Un percorso ricco e completo, ma in realtà il vero Cammino di Francesco è molto più lungo,

e unisce il santuario della Verna, il luogo del dono delle Stimmate, a Roma, ben 450 chilometri da percorrere in 23 tappe (ma se si parte da Firenze bisogna aggiungere altri 7 giorni). Più che un cammino unico si tratta delle Vie di Francesco, un lungo percorso che incrocia varianti e percorsi più brevi, autonomi, come, appunto, quello della Valle Santa sui cui sentieri sono stato tre volte, da solo, con mia moglie Romana e con Filippo.

Sentieri e luoghi dove Francesco era ed è ancora presente. E lo stesso camminare ci riporta a lui. Nella ‘Regola bollata’, proprio quella nata a Fonte Colombo, definito proprio per questo ‘Il Sinai’, scriveva: «…consiglio poi, ammonisco e esorto i miei frati nel Signore Gesù Cristo che, quando vanno per il mondo… non debbano cavalcare se non siano costretti da evidente necessità o infermità…». Ce lo ricorda don Matteo Zuppi, arcivescovo di Bologna, nella prefazione al recente libro, bello e completo, ‘Le Vie di Francesco’ (edicicloeditore) di Fabrizio Ardito, giorna-lista, speleologo e da più di quindici anni divulgatore dei cammini italiani e europei.

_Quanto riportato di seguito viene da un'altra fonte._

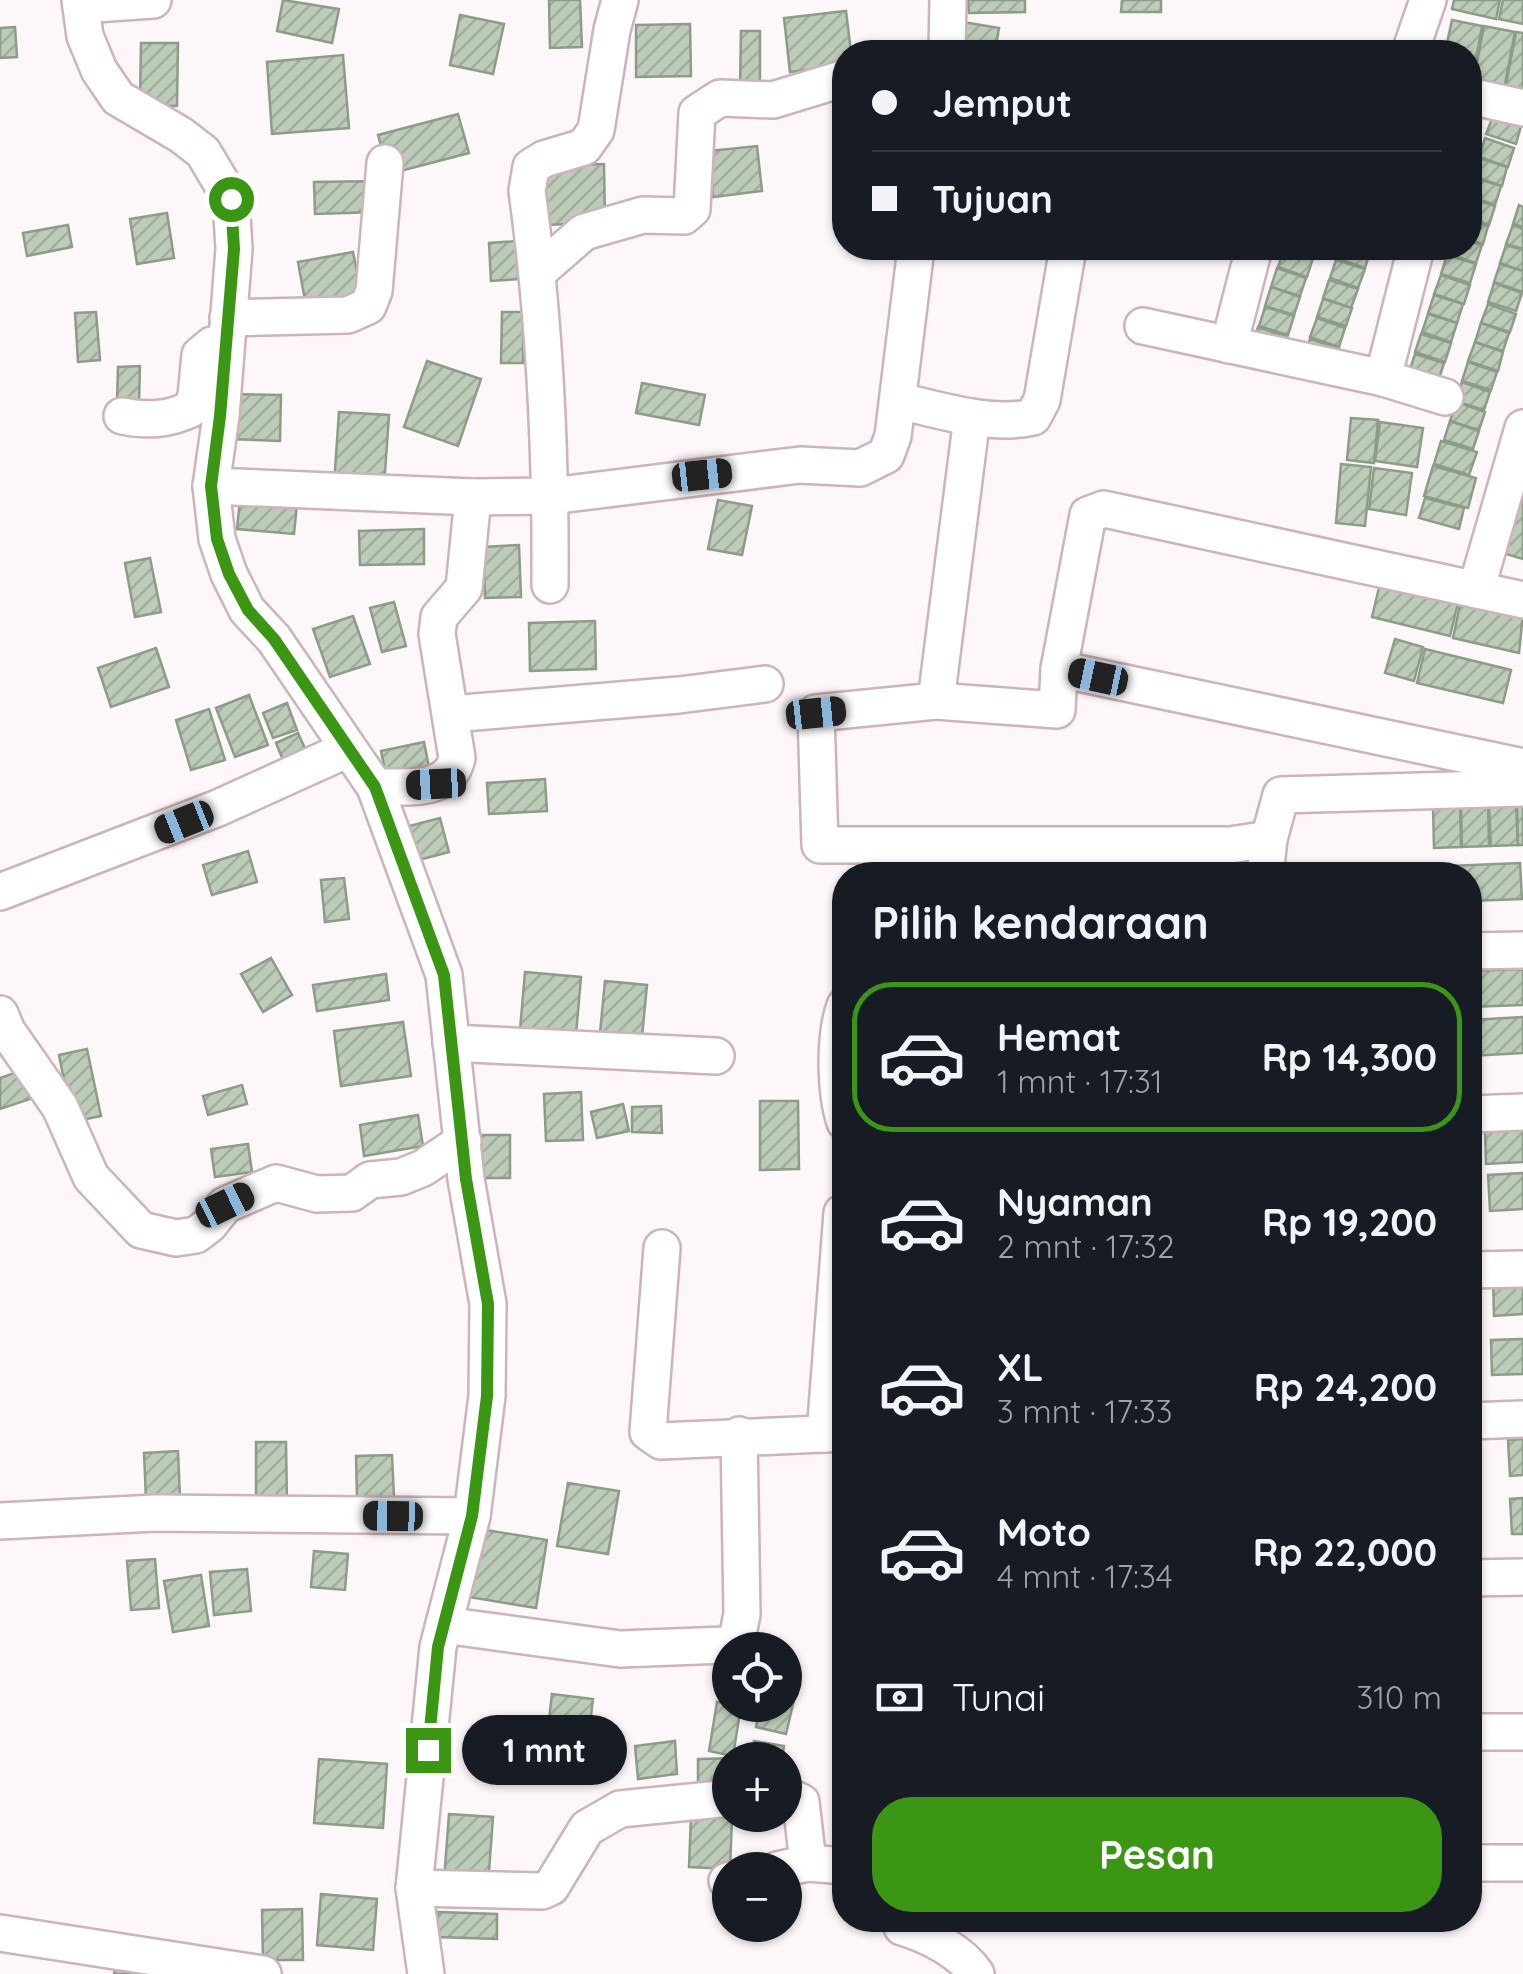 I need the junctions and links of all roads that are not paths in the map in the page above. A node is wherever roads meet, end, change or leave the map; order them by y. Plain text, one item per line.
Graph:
1 (153, 0) edge
2 (620, 0) edge
3 (948, 0) edge
4 (1428, 0) edge
5 (80, 2) edge
6 (947, 40) edge
7 (1414, 40) edge
8 (832, 82) edge
9 (1482, 99) edge
10 (1523, 108) edge
11 (385, 163) dead end
12 (915, 260) edge
13 (1066, 260) edge
14 (1251, 260) edge
15 (1413, 260) edge
16 (537, 273) junction
17 (1143, 326) dead end
18 (227, 331) junction
19 (1229, 345) junction
20 (1383, 378) junction
21 (1445, 397) dead end
22 (898, 401) junction
23 (122, 416) dead end
24 (972, 417) junction
25 (1523, 428) edge
26 (211, 486) junction
27 (551, 496) junction
28 (473, 497) junction
29 (550, 584) dead end
30 (1476, 590) junction
31 (1523, 600) edge
32 (1059, 669) junction
33 (765, 684) dead end
34 (936, 701) junction
35 (451, 714) junction
36 (348, 749) junction
37 (1523, 767) edge
38 (375, 787) junction
39 (1523, 788) edge
40 (1269, 839) junction
41 (1266, 862) edge
42 (0, 892) edge
43 (1523, 950) edge
44 (1482, 951) edge
45 (0, 1014) edge
46 (451, 1042) junction
47 (716, 1056) dead end
48 (1523, 1112) edge
49 (1482, 1114) edge
50 (463, 1141) junction
51 (662, 1248) dead end
52 (1482, 1270) edge
53 (1523, 1270) edge
54 (1523, 1419) edge
55 (1482, 1421) edge
56 (832, 1433) edge
57 (739, 1435) junction
58 (472, 1516) junction
59 (0, 1520) edge
60 (1523, 1577) edge
61 (1482, 1578) edge
62 (444, 1625) junction
63 (1482, 1732) edge
64 (1523, 1732) edge
65 (712, 1800) edge
66 (1482, 1863) edge
67 (1523, 1863) edge
68 (832, 1866) edge
69 (802, 1867) edge
70 (414, 1888) junction
71 (917, 1932) edge
72 (0, 1933) edge
73 (247, 1972) edge
74 (426, 1974) edge
75 (976, 1974) edge

1 - 5 street
2 - 16 street
3 - 6 street
4 - 7 street
5 - 18 street
8 - 16 street
9 - 10 street
11 - 18 street
12 - 22 street
13 - 24 street
14 - 19 street
15 - 20 street
16 - 27 street
17 - 19 street
18 - 23 street
18 - 26 street
19 - 20 street
20 - 21 street
22 - 24 street
22 - 27 street
24 - 34 street
25 - 30 street
26 - 28 street
26 - 36 street
27 - 28 street
27 - 29 street
28 - 35 street
30 - 31 street
30 - 32 street
32 - 34 street
32 - 37 street
33 - 35 street
34 - 40 street
35 - 38 street
36 - 38 street
36 - 42 street
38 - 46 street
39 - 40 street
40 - 41 street
43 - 44 street
45 - 50 street
46 - 47 street
46 - 50 street
48 - 49 street
50 - 58 street
51 - 57 street
52 - 53 street
54 - 55 street
56 - 57 street
57 - 62 street
58 - 59 street
58 - 62 street
60 - 61 street
62 - 70 street
63 - 64 street
65 - 70 street
66 - 67 street
68 - 69 street
70 - 74 street
71 - 75 street
72 - 73 street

Un libro che è più di una guida, ma la narrazione dei luoghi percorsi dai ‘camminatori’ in saio,

sempre cercando, trovando e raccontando ciò che del Santo è ancora vivo. «Camminare con lui – scrive ancora don Matteo – ci fa contemplare anche l’umanità che Francesco cerca e che ama così com’è, che può vedere perché sceso da cavallo, si è fatto minore, cioè povero. E la vita la capiamo davvero solo da terra e con gli occhi degli ultimi». E, aggiunge, «la lentezza del cammino permette di cogliere appieno la bellezza e immaginare e rivivere l’umanità di un uomo evangelico dal quale emana il profumo dell’umanità primigenia, cioè dell’uomo come è stato pensato dal Creatore, libero dalla corruzione del male, pieno di quell’amore che permetteva di rendere le fiere mansuete e di toccare il cuore di tutti gli uomini».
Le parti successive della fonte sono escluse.